Collected data entries:
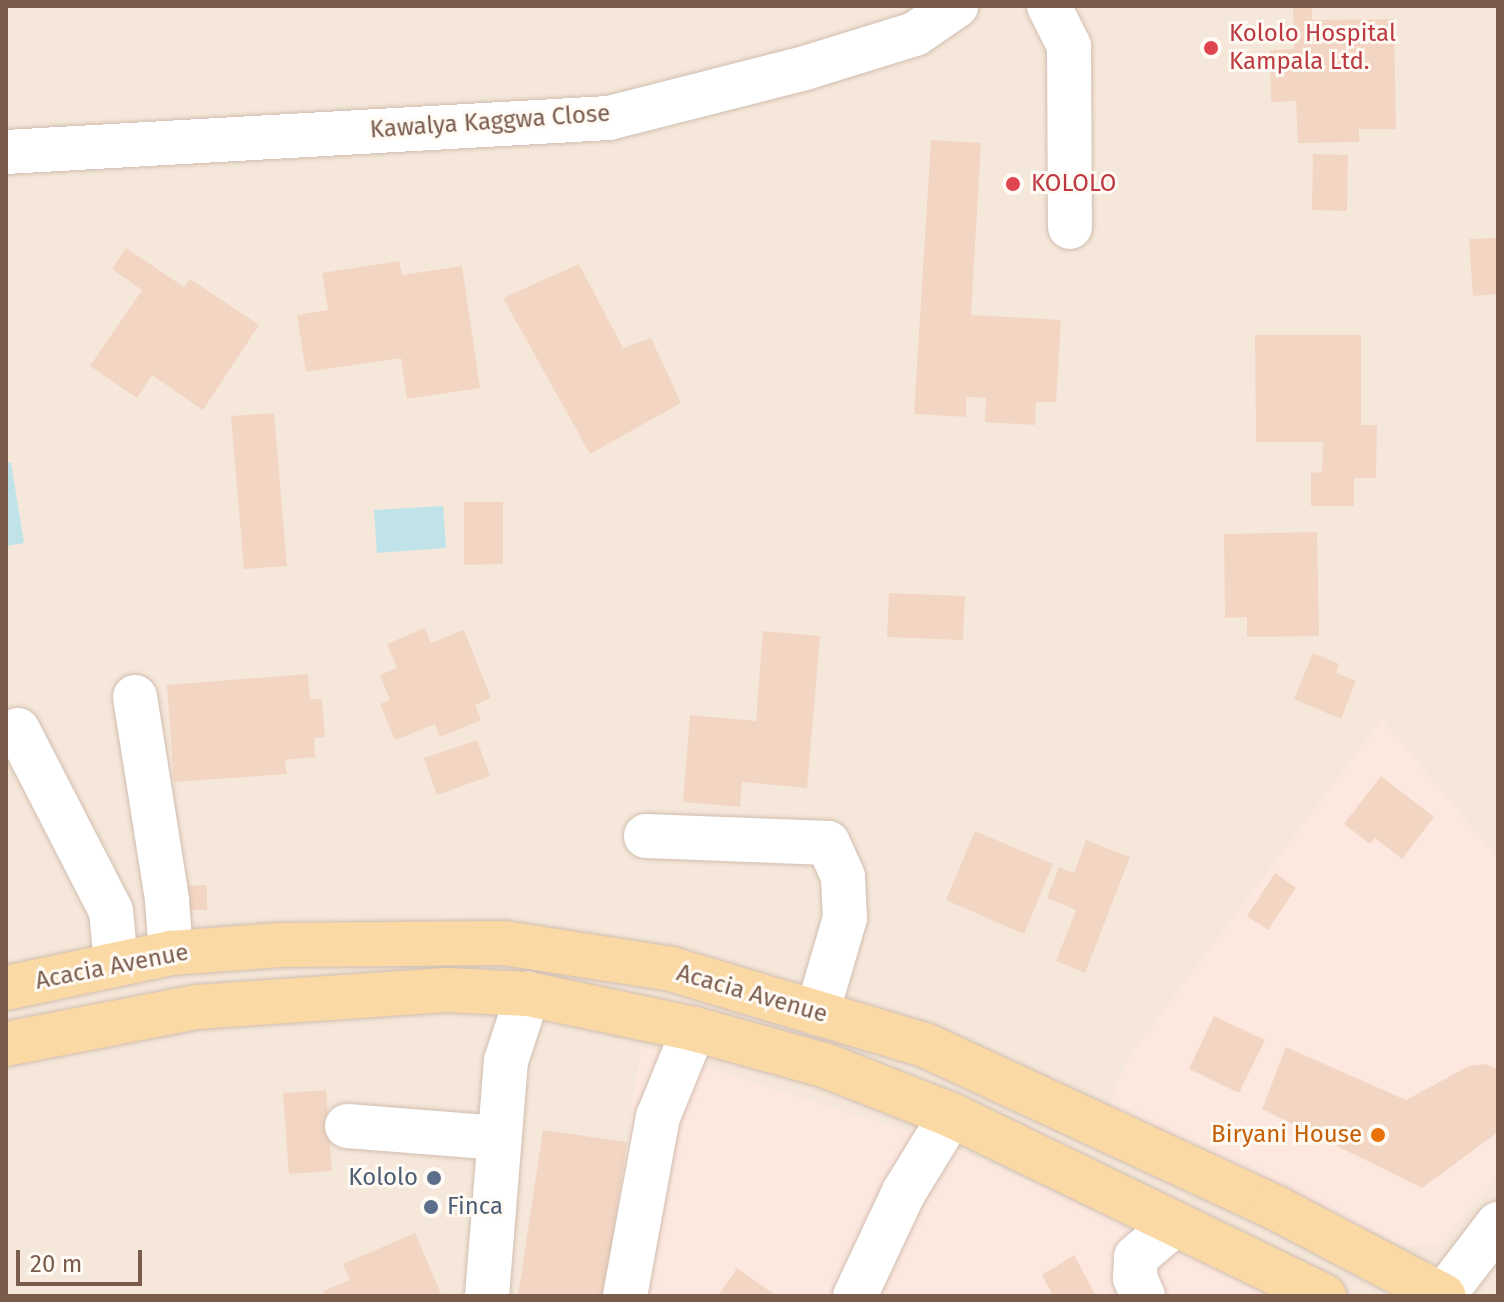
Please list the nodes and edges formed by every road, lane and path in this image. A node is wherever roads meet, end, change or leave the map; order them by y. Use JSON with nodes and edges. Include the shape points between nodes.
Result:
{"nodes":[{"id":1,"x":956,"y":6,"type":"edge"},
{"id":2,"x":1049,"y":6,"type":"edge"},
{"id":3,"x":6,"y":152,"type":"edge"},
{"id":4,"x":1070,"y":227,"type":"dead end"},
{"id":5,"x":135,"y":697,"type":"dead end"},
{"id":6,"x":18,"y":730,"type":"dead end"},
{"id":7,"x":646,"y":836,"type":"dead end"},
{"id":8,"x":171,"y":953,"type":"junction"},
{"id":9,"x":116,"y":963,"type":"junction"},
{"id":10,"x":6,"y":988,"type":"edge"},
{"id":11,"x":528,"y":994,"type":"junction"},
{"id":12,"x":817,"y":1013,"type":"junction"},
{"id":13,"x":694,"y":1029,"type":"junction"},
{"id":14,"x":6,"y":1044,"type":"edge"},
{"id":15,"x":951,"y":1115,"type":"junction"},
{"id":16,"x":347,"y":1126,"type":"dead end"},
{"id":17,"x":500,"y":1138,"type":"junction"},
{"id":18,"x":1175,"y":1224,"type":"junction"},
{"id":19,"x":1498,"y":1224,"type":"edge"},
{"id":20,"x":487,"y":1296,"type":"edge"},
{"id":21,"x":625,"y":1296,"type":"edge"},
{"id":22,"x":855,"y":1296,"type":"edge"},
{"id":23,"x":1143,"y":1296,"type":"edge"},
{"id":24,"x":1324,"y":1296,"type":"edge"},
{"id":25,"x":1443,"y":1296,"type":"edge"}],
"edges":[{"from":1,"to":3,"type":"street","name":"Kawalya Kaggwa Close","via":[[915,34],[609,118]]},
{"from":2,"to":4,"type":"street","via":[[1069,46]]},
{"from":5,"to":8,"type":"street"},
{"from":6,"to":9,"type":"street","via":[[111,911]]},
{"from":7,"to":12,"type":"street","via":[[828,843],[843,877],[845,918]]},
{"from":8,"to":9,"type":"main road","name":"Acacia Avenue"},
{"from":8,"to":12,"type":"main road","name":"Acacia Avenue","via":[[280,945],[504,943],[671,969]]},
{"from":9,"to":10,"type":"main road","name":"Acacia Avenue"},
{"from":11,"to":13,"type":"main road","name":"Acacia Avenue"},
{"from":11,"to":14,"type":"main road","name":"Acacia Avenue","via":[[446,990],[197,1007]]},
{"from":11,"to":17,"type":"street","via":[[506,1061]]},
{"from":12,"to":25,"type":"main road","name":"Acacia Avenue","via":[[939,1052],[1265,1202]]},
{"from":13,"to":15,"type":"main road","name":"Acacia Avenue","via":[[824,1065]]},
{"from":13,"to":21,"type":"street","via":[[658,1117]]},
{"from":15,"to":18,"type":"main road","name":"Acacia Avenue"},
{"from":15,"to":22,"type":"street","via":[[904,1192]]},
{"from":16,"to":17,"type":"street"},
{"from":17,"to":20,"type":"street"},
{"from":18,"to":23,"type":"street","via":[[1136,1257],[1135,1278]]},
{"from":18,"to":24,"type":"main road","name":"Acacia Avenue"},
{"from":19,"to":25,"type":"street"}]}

[WHAT YOU NEED TO DO] Type out all of the records exactly, leaving out any picture.

[TASK ANSWER]
Please list the nodes and edges formed by every road, lane and path in this image. A node is wherever roads meet, end, change or leave the map; order them by y. Use JSON with nodes and edges. Include the shape points between nodes.
Result:
{"nodes":[{"id":1,"x":956,"y":6,"type":"edge"},
{"id":2,"x":1049,"y":6,"type":"edge"},
{"id":3,"x":6,"y":152,"type":"edge"},
{"id":4,"x":1070,"y":227,"type":"dead end"},
{"id":5,"x":135,"y":697,"type":"dead end"},
{"id":6,"x":18,"y":730,"type":"dead end"},
{"id":7,"x":646,"y":836,"type":"dead end"},
{"id":8,"x":171,"y":953,"type":"junction"},
{"id":9,"x":116,"y":963,"type":"junction"},
{"id":10,"x":6,"y":988,"type":"edge"},
{"id":11,"x":528,"y":994,"type":"junction"},
{"id":12,"x":817,"y":1013,"type":"junction"},
{"id":13,"x":694,"y":1029,"type":"junction"},
{"id":14,"x":6,"y":1044,"type":"edge"},
{"id":15,"x":951,"y":1115,"type":"junction"},
{"id":16,"x":347,"y":1126,"type":"dead end"},
{"id":17,"x":500,"y":1138,"type":"junction"},
{"id":18,"x":1175,"y":1224,"type":"junction"},
{"id":19,"x":1498,"y":1224,"type":"edge"},
{"id":20,"x":487,"y":1296,"type":"edge"},
{"id":21,"x":625,"y":1296,"type":"edge"},
{"id":22,"x":855,"y":1296,"type":"edge"},
{"id":23,"x":1143,"y":1296,"type":"edge"},
{"id":24,"x":1324,"y":1296,"type":"edge"},
{"id":25,"x":1443,"y":1296,"type":"edge"}],
"edges":[{"from":1,"to":3,"type":"street","name":"Kawalya Kaggwa Close","via":[[915,34],[609,118]]},
{"from":2,"to":4,"type":"street","via":[[1069,46]]},
{"from":5,"to":8,"type":"street"},
{"from":6,"to":9,"type":"street","via":[[111,911]]},
{"from":7,"to":12,"type":"street","via":[[828,843],[843,877],[845,918]]},
{"from":8,"to":9,"type":"main road","name":"Acacia Avenue"},
{"from":8,"to":12,"type":"main road","name":"Acacia Avenue","via":[[280,945],[504,943],[671,969]]},
{"from":9,"to":10,"type":"main road","name":"Acacia Avenue"},
{"from":11,"to":13,"type":"main road","name":"Acacia Avenue"},
{"from":11,"to":14,"type":"main road","name":"Acacia Avenue","via":[[446,990],[197,1007]]},
{"from":11,"to":17,"type":"street","via":[[506,1061]]},
{"from":12,"to":25,"type":"main road","name":"Acacia Avenue","via":[[939,1052],[1265,1202]]},
{"from":13,"to":15,"type":"main road","name":"Acacia Avenue","via":[[824,1065]]},
{"from":13,"to":21,"type":"street","via":[[658,1117]]},
{"from":15,"to":18,"type":"main road","name":"Acacia Avenue"},
{"from":15,"to":22,"type":"street","via":[[904,1192]]},
{"from":16,"to":17,"type":"street"},
{"from":17,"to":20,"type":"street"},
{"from":18,"to":23,"type":"street","via":[[1136,1257],[1135,1278]]},
{"from":18,"to":24,"type":"main road","name":"Acacia Avenue"},
{"from":19,"to":25,"type":"street"}]}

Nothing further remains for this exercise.